According to Dr. Kevin Boyd, whose anthropological studies led him to ascertain that children’s dental health depends very much on this transition, as well as an absence of carbohydrates and sugar in their diets.

Interestingly, babies up to four months old can only focus on objects eight to ten inches from their faces – about the same distance between infants and their mother’s face when breastfeeding5 – suggesting that facial recognition is the beginning of emotional, not just physical, attachment.

The phenomenon of pareidolia – seeing faces in flowers and cloud formations – may reinforce the possibility that the search for emotional attachment may be one of mankind’s most elemental instincts.

Scientific Animal Testing Shows How Baby Monkeys Attach to Another ‘Mother’

In the 1950s, Dr. Harry Harlow conducted experiments on attachment at the University of Wisconsin which today would undoubtedly be considered cruel. Harlow separated young monkeys from their mothers soon after birth and placed them in cages with two “fake” mothers.

One was an immovable doll made of soft cloth, while the second, mechanical “mother” was made of cold, unyielding wire which nonetheless provided food. The young monkeys were then confronted with a scary, threatening contraption. But rather than running to the mechanical food source, they invariably scampered to the soft, cuddly doll mothers, showing that comfort was more important to them than food.

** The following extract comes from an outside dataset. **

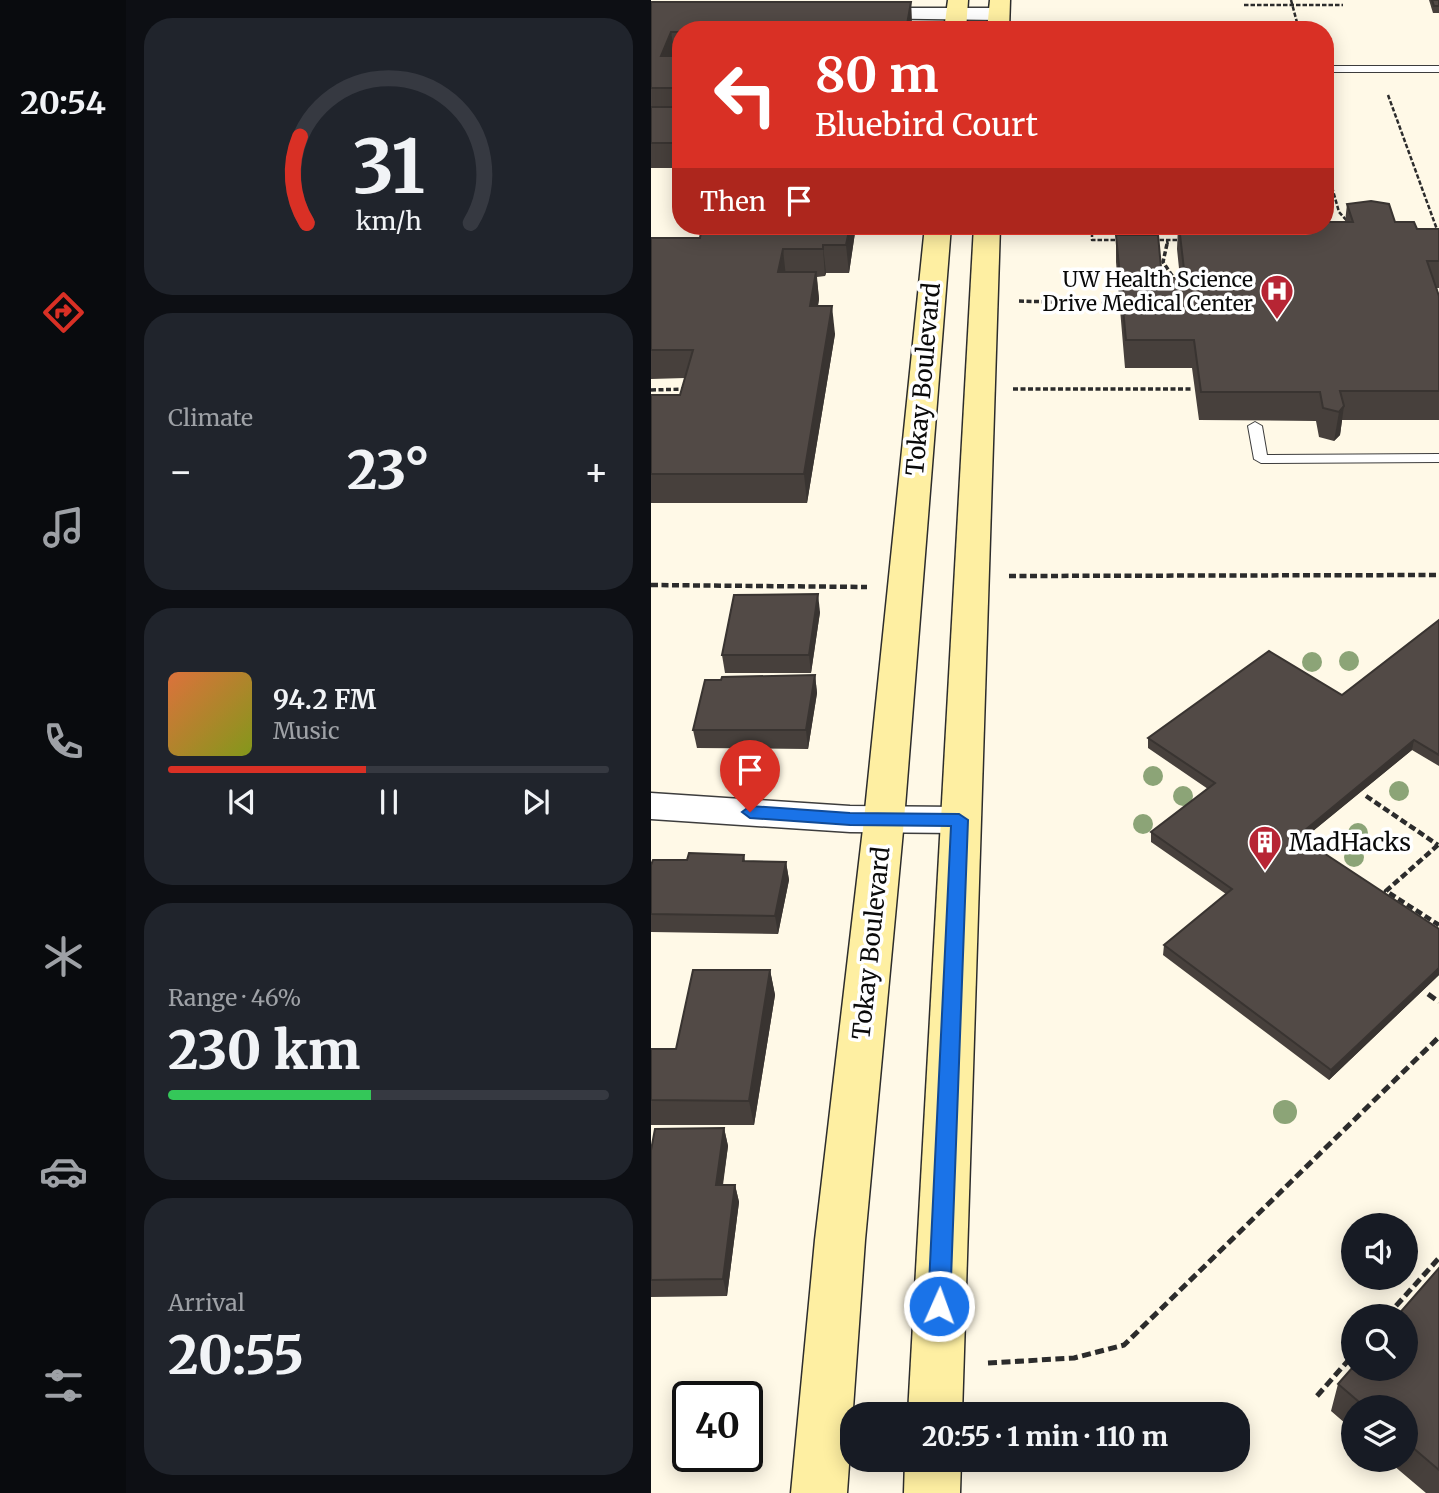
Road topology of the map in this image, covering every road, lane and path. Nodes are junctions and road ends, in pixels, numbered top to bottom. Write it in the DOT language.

Harlow also created a rejecting “mother” that used a blast of pressurized air to push the baby monkeys away. But they clung even tighter to these mother figures. The scientists observed that the “rejection” actually strengthened the baby monkeys’ determination to hang on, and essentially, attach. In the 1960s, similar experiments conducted by Dr. Eckhard Hess6 at the University of Chicago involved electric shocks to keep ducklings from attaching to figures they imprinted on. But this only strengthened the ducklings’ behavior and made them follow even closer.

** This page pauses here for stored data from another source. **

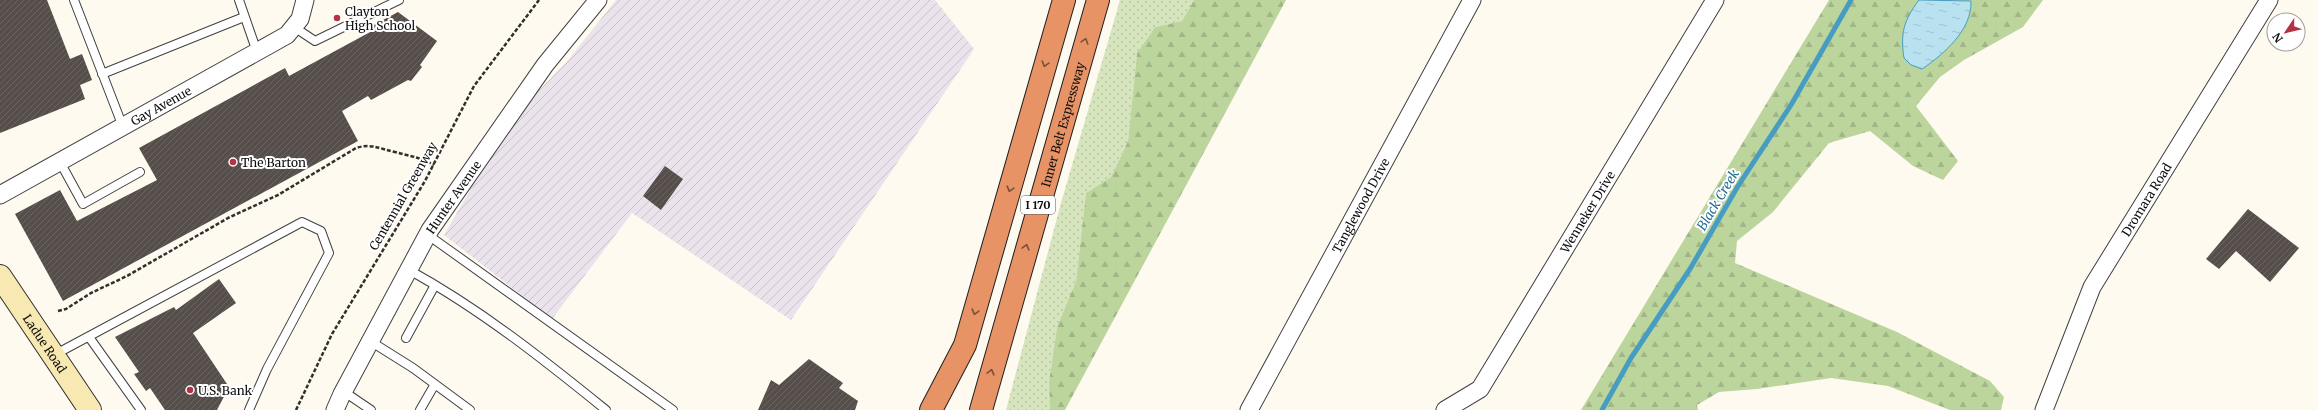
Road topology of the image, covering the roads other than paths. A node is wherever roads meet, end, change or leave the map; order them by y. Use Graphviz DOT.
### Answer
graph roads {
  1 [pos="74,0"];
  2 [pos="238,0"];
  3 [pos="305,0"];
  4 [pos="399,0"];
  5 [pos="598,0"];
  6 [pos="1064,0"];
  7 [pos="1098,0"];
  8 [pos="1472,0"];
  9 [pos="1715,0"];
  10 [pos="2269,0"];
  11 [pos="244,17"];
  12 [pos="294,26"];
  13 [pos="257,52"];
  14 [pos="102,74"];
  15 [pos="123,127"];
  16 [pos="60,162"];
  17 [pos="140,172"];
  18 [pos="0,195"];
  19 [pos="428,235"];
  20 [pos="409,270"];
  21 [pos="0,276"];
  22 [pos="435,285"];
  23 [pos="89,337"];
  24 [pos="406,338"];
  25 [pos="370,341"];
  26 [pos="965,345"];
  27 [pos="53,356"];
  28 [pos="435,384"];
  29 [pos="343,391"];
  30 [pos="90,410"];
  31 [pos="141,410"];
  32 [pos="249,410"];
  33 [pos="335,410"];
  34 [pos="371,410"];
  35 [pos="420,410"];
  36 [pos="470,410"];
  37 [pos="606,410"];
  38 [pos="673,410"];
  39 [pos="931,410"];
  40 [pos="947,410"];
  41 [pos="980,410"];
  42 [pos="1249,410"];
  43 [pos="1445,410"];
  44 [pos="2044,410"];
  1 -- 14 [label="lane"];
  2 -- 11 [label="lane"];
  3 -- 12 [label="street, Gay Avenue"];
  4 -- 12 [label="lane"];
  5 -- 19 [label="street, Hunter Avenue"];
  6 -- 26 [label="highway, I 170, one-way"];
  41 -- 7 [label="highway, Inner Belt Expressway / I 170, one-way"];
  8 -- 42 [label="street, Tanglewood Drive"];
  9 -- 43 [label="street, Wenneker Drive"];
  10 -- 44 [label="street, Dromara Road"];
  11 -- 13 [label="lane"];
  11 -- 14 [label="lane"];
  12 -- 13 [label="street, Gay Avenue"];
  13 -- 15 [label="street, Gay Avenue"];
  14 -- 15 [label="lane"];
  15 -- 16 [label="street, Gay Avenue"];
  16 -- 17 [label="lane"];
  16 -- 18 [label="street, Gay Avenue"];
  19 -- 20 [label="street, Hunter Avenue"];
  19 -- 38 [label="lane"];
  20 -- 22 [label="lane"];
  20 -- 25 [label="street, Hunter Avenue"];
  21 -- 27 [label="main road, Ladue Road"];
  22 -- 24 [label="lane"];
  22 -- 37 [label="lane"];
  23 -- 27 [label="lane"];
  23 -- 31 [label="lane"];
  23 -- 32 [label="lane"];
  25 -- 28 [label="lane"];
  25 -- 29 [label="street, Hunter Avenue"];
  26 -- 39 [label="highway"];
  26 -- 40 [label="highway, I 170"];
  27 -- 30 [label="main road, Ladue Road"];
  28 -- 35 [label="lane"];
  28 -- 36 [label="lane"];
  29 -- 33 [label="street, Hunter Avenue"];
  29 -- 34 [label="lane"];
}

Experiments by A.E. Fisher on puppies in 1955 divided them into three groups. The first was treated kindly, while the second group was treated harshly and punished whenever they approached the researchers. The third group experienced random kindness mixed with punishment, so they never knew what to expect. But the third group of puppies formed the strongest attachment to the researchers. Guy Murchie7 dubbed this the polarity principal, which says the stress of uncertainty is one of the strongest factors affecting attachment, love and dependence.

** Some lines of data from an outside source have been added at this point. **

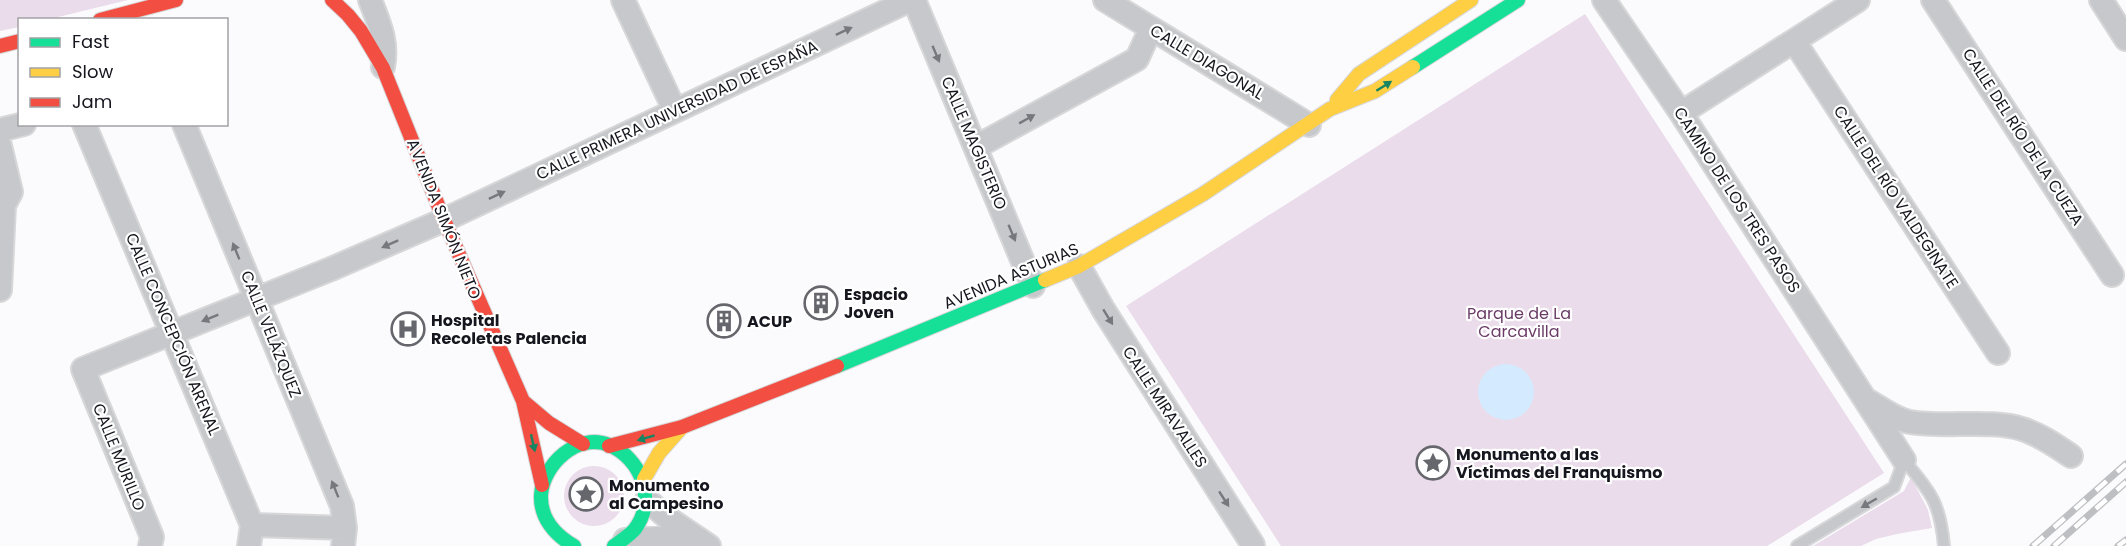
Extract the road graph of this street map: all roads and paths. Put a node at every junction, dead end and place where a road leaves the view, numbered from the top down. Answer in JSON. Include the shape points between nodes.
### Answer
{"nodes":[{"id":1,"x":176,"y":0,"type":"edge"},
{"id":2,"x":370,"y":0,"type":"edge"},
{"id":3,"x":623,"y":0,"type":"edge"},
{"id":4,"x":912,"y":0,"type":"edge"},
{"id":5,"x":1105,"y":0,"type":"edge"},
{"id":6,"x":1518,"y":0,"type":"edge"},
{"id":7,"x":1604,"y":0,"type":"edge"},
{"id":8,"x":1858,"y":0,"type":"edge"},
{"id":9,"x":1933,"y":0,"type":"edge"},
{"id":10,"x":2101,"y":0,"type":"edge"},
{"id":11,"x":337,"y":2,"type":"edge"},
{"id":12,"x":1464,"y":2,"type":"edge"},
{"id":13,"x":108,"y":18,"type":"edge"},
{"id":14,"x":1151,"y":28,"type":"junction"},
{"id":15,"x":2126,"y":39,"type":"edge"},
{"id":16,"x":1794,"y":41,"type":"junction"},
{"id":17,"x":18,"y":42,"type":"edge"},
{"id":18,"x":0,"y":46,"type":"edge"},
{"id":19,"x":383,"y":68,"type":"junction"},
{"id":20,"x":1330,"y":109,"type":"junction"},
{"id":21,"x":675,"y":111,"type":"junction"},
{"id":22,"x":1681,"y":113,"type":"junction"},
{"id":23,"x":1309,"y":124,"type":"junction"},
{"id":24,"x":18,"y":126,"type":"edge"},
{"id":25,"x":85,"y":126,"type":"edge"},
{"id":26,"x":185,"y":126,"type":"edge"},
{"id":27,"x":0,"y":130,"type":"edge"},
{"id":28,"x":0,"y":146,"type":"edge"},
{"id":29,"x":976,"y":147,"type":"junction"},
{"id":30,"x":2,"y":205,"type":"edge"},
{"id":31,"x":444,"y":220,"type":"junction"},
{"id":32,"x":1079,"y":266,"type":"junction"},
{"id":33,"x":2112,"y":274,"type":"dead end"},
{"id":34,"x":1033,"y":286,"type":"junction"},
{"id":35,"x":0,"y":290,"type":"edge"},
{"id":36,"x":256,"y":299,"type":"junction"},
{"id":37,"x":172,"y":333,"type":"junction"},
{"id":38,"x":1998,"y":353,"type":"dead end"},
{"id":39,"x":83,"y":369,"type":"joint"},
{"id":40,"x":1867,"y":400,"type":"junction"},
{"id":41,"x":523,"y":401,"type":"junction"},
{"id":42,"x":682,"y":427,"type":"junction"},
{"id":43,"x":583,"y":444,"type":"junction"},
{"id":44,"x":609,"y":446,"type":"junction"},
{"id":45,"x":2072,"y":456,"type":"dead end"},
{"id":46,"x":1904,"y":460,"type":"junction"},
{"id":47,"x":542,"y":485,"type":"junction"},
{"id":48,"x":646,"y":490,"type":"junction"},
{"id":49,"x":550,"y":527,"type":"junction"},
{"id":50,"x":251,"y":535,"type":"edge"},
{"id":51,"x":344,"y":537,"type":"edge"},
{"id":52,"x":700,"y":541,"type":"edge"},
{"id":53,"x":620,"y":543,"type":"edge"},
{"id":54,"x":150,"y":546,"type":"edge"},
{"id":55,"x":547,"y":546,"type":"edge"},
{"id":56,"x":574,"y":546,"type":"edge"},
{"id":57,"x":1252,"y":546,"type":"edge"},
{"id":58,"x":1797,"y":546,"type":"edge"},
{"id":59,"x":1944,"y":546,"type":"edge"}],
"edges":[{"from":1,"to":13,"type":"main road"},
{"from":2,"to":19,"type":"street","name":"AVENIDA SIMÓN NIETO","via":[[384,39]]},
{"from":3,"to":21,"type":"street"},
{"from":21,"to":4,"type":"street","name":"CALLE PRIMERA UNIVERSIDAD DE ESPAÑA","one_way":true},
{"from":4,"to":29,"type":"street","name":"CALLE MAGISTERIO","one_way":true},
{"from":5,"to":14,"type":"street","name":"CALLE DIAGONAL"},
{"from":20,"to":6,"type":"main road","name":"AVENIDA ASTURIAS","one_way":true,"via":[[1375,91]]},
{"from":7,"to":22,"type":"street","name":"CAMINO DE LOS TRES PASOS"},
{"from":8,"to":16,"type":"street"},
{"from":9,"to":33,"type":"street","name":"CALLE DEL RÍO DE LA CUEZA"},
{"from":10,"to":15,"type":"street"},
{"from":11,"to":19,"type":"main road","name":"AVENIDA SIMÓN NIETO","via":[[371,44]]},
{"from":12,"to":20,"type":"main road","name":"AVENIDA ASTURIAS","via":[[1359,74]]},
{"from":14,"to":23,"type":"street","name":"CALLE DIAGONAL"},
{"from":29,"to":14,"type":"street","one_way":true,"via":[[1137,59]]},
{"from":16,"to":22,"type":"street"},
{"from":16,"to":38,"type":"street","name":"CALLE DEL RÍO VALDEGINATE"},
{"from":17,"to":18,"type":"main road"},
{"from":19,"to":31,"type":"main road","name":"AVENIDA SIMÓN NIETO"},
{"from":20,"to":23,"type":"main road","name":"AVENIDA ASTURIAS"},
{"from":31,"to":21,"type":"street","name":"CALLE PRIMERA UNIVERSIDAD DE ESPAÑA","one_way":true},
{"from":22,"to":40,"type":"street","name":"CAMINO DE LOS TRES PASOS"},
{"from":23,"to":32,"type":"main road","name":"AVENIDA ASTURIAS","via":[[1203,194]]},
{"from":24,"to":27,"type":"street"},
{"from":25,"to":37,"type":"street","name":"CALLE CONCEPCIÓN ARENAL"},
{"from":36,"to":26,"type":"street","name":"CALLE VELÁZQUEZ","one_way":true},
{"from":28,"to":30,"type":"street","via":[[11,192]]},
{"from":29,"to":34,"type":"street","name":"CALLE MAGISTERIO","one_way":true},
{"from":30,"to":35,"type":"street"},
{"from":31,"to":36,"type":"street","name":"CALLE PRIMERA UNIVERSIDAD DE ESPAÑA","one_way":true},
{"from":31,"to":41,"type":"main road","name":"AVENIDA SIMÓN NIETO"},
{"from":32,"to":34,"type":"main road","name":"AVENIDA ASTURIAS"},
{"from":32,"to":57,"type":"street","name":"CALLE MIRAVALLES","one_way":true},
{"from":34,"to":42,"type":"main road","name":"AVENIDA ASTURIAS"},
{"from":36,"to":37,"type":"street","name":"CALLE PRIMERA UNIVERSIDAD DE ESPAÑA","one_way":true},
{"from":51,"to":36,"type":"street","name":"CALLE VELÁZQUEZ","one_way":true,"via":[[342,506]]},
{"from":37,"to":39,"type":"street","name":"CALLE PRIMERA UNIVERSIDAD DE ESPAÑA"},
{"from":37,"to":50,"type":"street","name":"CALLE CONCEPCIÓN ARENAL"},
{"from":39,"to":54,"type":"street","name":"CALLE MURILLO","via":[[152,537]]},
{"from":40,"to":45,"type":"street","name":"CAMINO DE LOS TRES PASOS","via":[[1907,422],[2021,429]]},
{"from":40,"to":46,"type":"street","name":"CAMINO DE LOS TRES PASOS"},
{"from":41,"to":43,"type":"main road","name":"AVENIDA SIMÓN NIETO"},
{"from":41,"to":47,"type":"main road","name":"AVENIDA SIMÓN NIETO","one_way":true},
{"from":42,"to":44,"type":"main road","name":"AVENIDA ASTURIAS","one_way":true},
{"from":42,"to":48,"type":"main road","via":[[659,453]]},
{"from":43,"to":44,"type":"main road"},
{"from":43,"to":47,"type":"main road","via":[[556,459]]},
{"from":44,"to":48,"type":"main road","via":[[631,458]]},
{"from":46,"to":58,"type":"lane","one_way":true,"via":[[1894,487]]},
{"from":46,"to":59,"type":"lane","via":[[1931,493],[1942,520]]},
{"from":47,"to":49,"type":"main road","name":"AVENIDA SIMÓN NIETO","via":[[541,500]]},
{"from":48,"to":52,"type":"street","via":[[660,512]]},
{"from":48,"to":53,"type":"main road","via":[[644,515],[636,529]]},
{"from":49,"to":55,"type":"main road"},
{"from":49,"to":56,"type":"main road"},
{"from":50,"to":51,"type":"street"},
{"from":52,"to":53,"type":"street"}]}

The Paradoxical Nature of Attaching… What Doesn’t Comfort May Make You Stronger

These clinical tests introduce a paradox, which can be valuable teachers into the human psyche. Like the baby monkeys, ducklings and puppies, uncertainty can affect attachments and the most deep-seated behaviors – including who and how you kiss.

But what happens when early attachment was “iffy,” if not altogether absent, or when later attachments or relationships leave you feeling neglected or even abandoned? This is just one type of stress you can address using the Emotional Freedom Technique (EFT), which can help you eliminate emotional “scarring,” reduce the emotional impact of memories that trigger emotional distress and reprogram your body’s response to emotional stressors. EFT along with eating well, getting adequate sleep and exercising regularly, can help restore your energy meridians as well as your mind/body balance – whether or not you spend 20,160 minutes of your life kissing.